»»
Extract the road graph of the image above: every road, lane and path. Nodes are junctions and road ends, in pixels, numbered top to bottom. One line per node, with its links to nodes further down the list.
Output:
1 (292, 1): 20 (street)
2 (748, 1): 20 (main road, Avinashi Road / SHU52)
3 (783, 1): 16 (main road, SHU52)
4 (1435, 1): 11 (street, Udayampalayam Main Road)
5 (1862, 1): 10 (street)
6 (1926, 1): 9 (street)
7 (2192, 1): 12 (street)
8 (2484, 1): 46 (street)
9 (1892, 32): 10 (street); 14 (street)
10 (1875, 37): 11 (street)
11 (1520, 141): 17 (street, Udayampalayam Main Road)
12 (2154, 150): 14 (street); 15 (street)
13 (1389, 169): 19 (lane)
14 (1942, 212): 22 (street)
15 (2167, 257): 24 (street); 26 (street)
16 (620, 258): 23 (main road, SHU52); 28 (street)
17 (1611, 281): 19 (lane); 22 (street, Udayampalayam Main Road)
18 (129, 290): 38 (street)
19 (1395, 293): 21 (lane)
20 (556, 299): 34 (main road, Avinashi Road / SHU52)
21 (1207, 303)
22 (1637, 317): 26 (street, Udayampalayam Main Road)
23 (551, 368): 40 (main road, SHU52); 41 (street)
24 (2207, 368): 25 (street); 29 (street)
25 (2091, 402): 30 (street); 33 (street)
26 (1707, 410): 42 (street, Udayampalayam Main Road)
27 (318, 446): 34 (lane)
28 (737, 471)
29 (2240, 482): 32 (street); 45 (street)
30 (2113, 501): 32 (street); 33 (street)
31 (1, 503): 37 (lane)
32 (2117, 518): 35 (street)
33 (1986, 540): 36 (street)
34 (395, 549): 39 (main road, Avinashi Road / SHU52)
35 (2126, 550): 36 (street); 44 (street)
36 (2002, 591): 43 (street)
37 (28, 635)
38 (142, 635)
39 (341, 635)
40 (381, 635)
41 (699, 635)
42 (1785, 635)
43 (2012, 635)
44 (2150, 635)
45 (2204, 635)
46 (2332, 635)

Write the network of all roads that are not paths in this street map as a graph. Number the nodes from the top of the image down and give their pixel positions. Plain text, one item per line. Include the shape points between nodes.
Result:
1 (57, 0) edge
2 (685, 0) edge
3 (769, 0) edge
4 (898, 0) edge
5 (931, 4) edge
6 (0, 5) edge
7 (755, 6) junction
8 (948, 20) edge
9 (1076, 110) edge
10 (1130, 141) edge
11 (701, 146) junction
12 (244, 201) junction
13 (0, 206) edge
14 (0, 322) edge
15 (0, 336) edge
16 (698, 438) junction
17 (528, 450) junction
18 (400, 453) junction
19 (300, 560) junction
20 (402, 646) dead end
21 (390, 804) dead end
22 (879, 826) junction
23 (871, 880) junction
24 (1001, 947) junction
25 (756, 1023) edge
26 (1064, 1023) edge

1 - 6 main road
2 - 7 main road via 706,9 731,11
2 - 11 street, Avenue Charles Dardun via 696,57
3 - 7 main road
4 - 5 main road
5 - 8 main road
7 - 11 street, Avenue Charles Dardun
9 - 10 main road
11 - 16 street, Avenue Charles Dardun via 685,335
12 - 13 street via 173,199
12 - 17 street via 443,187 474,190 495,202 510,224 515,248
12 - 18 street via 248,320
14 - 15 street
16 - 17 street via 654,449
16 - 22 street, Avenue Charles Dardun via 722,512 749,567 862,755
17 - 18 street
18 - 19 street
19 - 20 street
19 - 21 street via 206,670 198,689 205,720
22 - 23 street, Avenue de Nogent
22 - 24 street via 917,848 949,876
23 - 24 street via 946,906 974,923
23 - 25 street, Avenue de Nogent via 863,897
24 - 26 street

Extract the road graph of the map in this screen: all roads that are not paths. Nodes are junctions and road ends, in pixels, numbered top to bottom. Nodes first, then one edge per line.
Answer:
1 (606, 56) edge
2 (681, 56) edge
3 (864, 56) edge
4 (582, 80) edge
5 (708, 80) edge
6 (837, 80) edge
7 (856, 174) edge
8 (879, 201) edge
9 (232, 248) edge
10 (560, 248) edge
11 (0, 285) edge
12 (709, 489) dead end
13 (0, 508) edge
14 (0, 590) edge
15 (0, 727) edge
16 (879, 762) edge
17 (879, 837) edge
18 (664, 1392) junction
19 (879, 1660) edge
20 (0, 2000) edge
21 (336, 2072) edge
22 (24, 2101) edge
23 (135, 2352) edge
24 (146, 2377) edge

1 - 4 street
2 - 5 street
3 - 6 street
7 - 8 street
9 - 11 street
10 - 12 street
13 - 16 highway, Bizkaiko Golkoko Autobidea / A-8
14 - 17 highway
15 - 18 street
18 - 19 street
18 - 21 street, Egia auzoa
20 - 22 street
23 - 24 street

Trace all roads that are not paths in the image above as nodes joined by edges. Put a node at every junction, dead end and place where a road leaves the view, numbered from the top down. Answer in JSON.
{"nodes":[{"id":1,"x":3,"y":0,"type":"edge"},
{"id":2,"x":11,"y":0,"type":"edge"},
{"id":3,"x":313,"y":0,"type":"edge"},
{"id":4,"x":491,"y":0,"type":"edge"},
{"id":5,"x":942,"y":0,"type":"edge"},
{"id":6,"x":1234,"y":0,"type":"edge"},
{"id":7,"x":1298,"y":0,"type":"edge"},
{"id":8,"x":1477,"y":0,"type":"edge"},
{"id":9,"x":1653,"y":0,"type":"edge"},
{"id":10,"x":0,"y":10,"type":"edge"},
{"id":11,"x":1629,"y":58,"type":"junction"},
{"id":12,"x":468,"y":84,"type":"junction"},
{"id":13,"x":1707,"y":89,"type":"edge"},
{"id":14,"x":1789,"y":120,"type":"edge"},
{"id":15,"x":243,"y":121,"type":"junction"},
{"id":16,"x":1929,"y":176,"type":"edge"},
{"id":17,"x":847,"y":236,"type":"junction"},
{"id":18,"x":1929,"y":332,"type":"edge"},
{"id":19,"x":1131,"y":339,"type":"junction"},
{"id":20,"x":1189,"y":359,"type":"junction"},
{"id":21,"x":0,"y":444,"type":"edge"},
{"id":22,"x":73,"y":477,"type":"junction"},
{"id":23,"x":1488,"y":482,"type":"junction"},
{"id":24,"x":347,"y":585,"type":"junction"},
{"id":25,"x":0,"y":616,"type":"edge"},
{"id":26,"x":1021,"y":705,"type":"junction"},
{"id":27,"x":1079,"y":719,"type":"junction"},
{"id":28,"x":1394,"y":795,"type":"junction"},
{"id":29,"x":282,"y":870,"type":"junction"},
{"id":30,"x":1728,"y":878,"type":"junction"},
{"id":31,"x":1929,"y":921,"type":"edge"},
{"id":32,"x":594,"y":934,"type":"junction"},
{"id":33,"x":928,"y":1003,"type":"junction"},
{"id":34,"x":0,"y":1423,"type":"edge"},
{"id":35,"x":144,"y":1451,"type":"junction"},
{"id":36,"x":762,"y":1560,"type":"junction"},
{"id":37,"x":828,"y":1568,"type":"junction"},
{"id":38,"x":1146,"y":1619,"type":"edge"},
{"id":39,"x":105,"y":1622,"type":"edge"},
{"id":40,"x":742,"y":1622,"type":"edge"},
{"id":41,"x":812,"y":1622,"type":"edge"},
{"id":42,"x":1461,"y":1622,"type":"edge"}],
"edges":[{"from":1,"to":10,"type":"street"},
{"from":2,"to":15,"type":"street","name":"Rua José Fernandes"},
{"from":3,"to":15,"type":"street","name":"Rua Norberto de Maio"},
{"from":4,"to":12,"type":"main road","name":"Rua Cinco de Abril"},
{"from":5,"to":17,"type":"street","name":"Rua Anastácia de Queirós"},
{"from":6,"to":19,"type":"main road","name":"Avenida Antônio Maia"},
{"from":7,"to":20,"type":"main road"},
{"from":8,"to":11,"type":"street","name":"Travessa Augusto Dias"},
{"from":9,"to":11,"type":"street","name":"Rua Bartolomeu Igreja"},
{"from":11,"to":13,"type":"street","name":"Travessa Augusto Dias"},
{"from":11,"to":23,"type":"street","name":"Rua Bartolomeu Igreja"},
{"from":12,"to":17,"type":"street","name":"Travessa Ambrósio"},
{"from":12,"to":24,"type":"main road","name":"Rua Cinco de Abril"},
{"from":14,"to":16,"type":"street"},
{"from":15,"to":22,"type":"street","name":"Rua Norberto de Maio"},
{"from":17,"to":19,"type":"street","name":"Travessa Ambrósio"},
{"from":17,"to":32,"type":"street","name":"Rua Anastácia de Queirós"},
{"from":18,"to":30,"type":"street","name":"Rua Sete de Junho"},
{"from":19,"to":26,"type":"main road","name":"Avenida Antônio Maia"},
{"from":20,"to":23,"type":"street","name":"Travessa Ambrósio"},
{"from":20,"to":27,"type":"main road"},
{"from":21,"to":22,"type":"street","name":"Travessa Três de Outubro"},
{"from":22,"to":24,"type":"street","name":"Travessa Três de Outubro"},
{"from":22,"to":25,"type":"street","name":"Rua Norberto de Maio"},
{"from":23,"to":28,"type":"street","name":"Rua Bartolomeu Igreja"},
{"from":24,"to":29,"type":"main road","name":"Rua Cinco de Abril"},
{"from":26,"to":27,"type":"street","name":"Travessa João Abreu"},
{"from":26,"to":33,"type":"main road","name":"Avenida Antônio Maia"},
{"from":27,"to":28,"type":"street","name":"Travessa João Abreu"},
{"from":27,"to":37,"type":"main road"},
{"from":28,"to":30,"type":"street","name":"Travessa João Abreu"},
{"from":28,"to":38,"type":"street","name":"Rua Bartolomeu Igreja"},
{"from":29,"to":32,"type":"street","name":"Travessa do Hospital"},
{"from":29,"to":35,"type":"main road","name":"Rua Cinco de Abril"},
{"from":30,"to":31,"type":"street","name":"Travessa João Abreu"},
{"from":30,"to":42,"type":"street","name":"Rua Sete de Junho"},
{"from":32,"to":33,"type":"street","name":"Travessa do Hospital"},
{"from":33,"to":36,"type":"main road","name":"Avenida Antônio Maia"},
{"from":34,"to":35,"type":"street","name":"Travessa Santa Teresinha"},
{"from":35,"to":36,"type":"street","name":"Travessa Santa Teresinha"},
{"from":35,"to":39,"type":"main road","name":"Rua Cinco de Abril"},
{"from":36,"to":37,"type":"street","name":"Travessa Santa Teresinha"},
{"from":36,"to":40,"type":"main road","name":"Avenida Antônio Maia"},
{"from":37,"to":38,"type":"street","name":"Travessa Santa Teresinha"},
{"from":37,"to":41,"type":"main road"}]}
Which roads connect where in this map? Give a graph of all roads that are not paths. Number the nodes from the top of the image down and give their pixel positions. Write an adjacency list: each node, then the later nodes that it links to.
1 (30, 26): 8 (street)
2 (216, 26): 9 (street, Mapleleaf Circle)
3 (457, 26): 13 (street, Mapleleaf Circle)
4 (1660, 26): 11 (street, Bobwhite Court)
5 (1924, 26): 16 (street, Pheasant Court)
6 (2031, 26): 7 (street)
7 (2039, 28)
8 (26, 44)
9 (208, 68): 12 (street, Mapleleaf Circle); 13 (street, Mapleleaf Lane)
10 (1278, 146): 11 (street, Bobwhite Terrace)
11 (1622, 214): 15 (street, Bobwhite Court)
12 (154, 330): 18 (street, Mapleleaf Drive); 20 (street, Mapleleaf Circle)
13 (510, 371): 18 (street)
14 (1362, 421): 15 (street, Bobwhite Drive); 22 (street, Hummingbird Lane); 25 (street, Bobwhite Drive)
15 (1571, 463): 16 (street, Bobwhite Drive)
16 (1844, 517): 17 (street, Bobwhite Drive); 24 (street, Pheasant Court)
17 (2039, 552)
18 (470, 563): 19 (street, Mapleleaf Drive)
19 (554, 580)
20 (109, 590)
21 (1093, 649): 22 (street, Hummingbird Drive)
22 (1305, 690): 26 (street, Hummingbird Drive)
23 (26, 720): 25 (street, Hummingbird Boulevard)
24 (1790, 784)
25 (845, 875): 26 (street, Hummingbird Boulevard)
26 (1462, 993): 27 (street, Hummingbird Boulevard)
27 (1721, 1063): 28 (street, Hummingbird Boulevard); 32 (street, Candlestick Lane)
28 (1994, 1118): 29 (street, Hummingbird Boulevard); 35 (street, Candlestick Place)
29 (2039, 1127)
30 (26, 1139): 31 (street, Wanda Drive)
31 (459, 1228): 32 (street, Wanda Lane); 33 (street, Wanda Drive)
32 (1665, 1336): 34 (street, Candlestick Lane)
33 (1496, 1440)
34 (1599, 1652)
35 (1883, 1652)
««
** YOUR GOAL **
Search the lines above for the string "numbered", then show every one that has it.

** RESPONSE TO THIS EXERCISE **
Extract the road graph of the image above: every road, lane and path. Nodes are junctions and road ends, in pixels, numbered top to bottom. One line per node, with its links to nodes further down the list.
Extract the road graph of the map in this screen: all roads that are not paths. Nodes are junctions and road ends, in pixels, numbered top to bottom. Nodes first, then one edge per line.
Trace all roads that are not paths in the image above as nodes joined by edges. Put a node at every junction, dead end and place where a road leaves the view, numbered from the top down. Answer in JSON.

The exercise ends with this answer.